● **The task**
Your result should be the lines holding the word "junction", copied from the entries below.

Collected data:
▶

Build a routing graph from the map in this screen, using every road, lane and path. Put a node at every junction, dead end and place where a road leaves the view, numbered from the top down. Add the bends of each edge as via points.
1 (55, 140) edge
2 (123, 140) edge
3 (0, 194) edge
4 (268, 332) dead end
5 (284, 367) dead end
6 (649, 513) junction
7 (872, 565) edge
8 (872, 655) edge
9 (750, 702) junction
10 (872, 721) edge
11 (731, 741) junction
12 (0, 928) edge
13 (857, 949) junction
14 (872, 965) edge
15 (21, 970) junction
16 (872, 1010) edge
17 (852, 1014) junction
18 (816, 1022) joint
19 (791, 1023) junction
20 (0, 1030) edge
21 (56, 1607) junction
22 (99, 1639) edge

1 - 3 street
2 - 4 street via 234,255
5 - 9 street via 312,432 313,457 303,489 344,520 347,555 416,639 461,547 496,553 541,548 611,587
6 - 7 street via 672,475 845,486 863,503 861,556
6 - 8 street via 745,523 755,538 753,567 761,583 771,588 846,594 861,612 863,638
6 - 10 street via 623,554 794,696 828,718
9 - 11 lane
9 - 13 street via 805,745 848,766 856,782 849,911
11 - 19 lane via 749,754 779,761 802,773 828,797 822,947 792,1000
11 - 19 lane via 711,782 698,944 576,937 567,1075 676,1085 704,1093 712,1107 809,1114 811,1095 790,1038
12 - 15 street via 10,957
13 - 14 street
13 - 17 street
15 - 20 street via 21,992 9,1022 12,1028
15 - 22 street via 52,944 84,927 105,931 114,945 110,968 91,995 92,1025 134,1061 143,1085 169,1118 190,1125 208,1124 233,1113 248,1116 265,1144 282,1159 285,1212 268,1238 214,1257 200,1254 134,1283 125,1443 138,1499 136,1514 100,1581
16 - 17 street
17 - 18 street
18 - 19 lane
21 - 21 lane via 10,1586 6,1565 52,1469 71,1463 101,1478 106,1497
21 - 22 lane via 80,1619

◀

● **Task solution**
Build a routing graph from the map in this screen, using every road, lane and path. Put a node at every junction, dead end and place where a road leaves the view, numbered from the top down. Add the bends of each edge as via points.
6 (649, 513) junction
9 (750, 702) junction
11 (731, 741) junction
13 (857, 949) junction
15 (21, 970) junction
17 (852, 1014) junction
19 (791, 1023) junction
21 (56, 1607) junction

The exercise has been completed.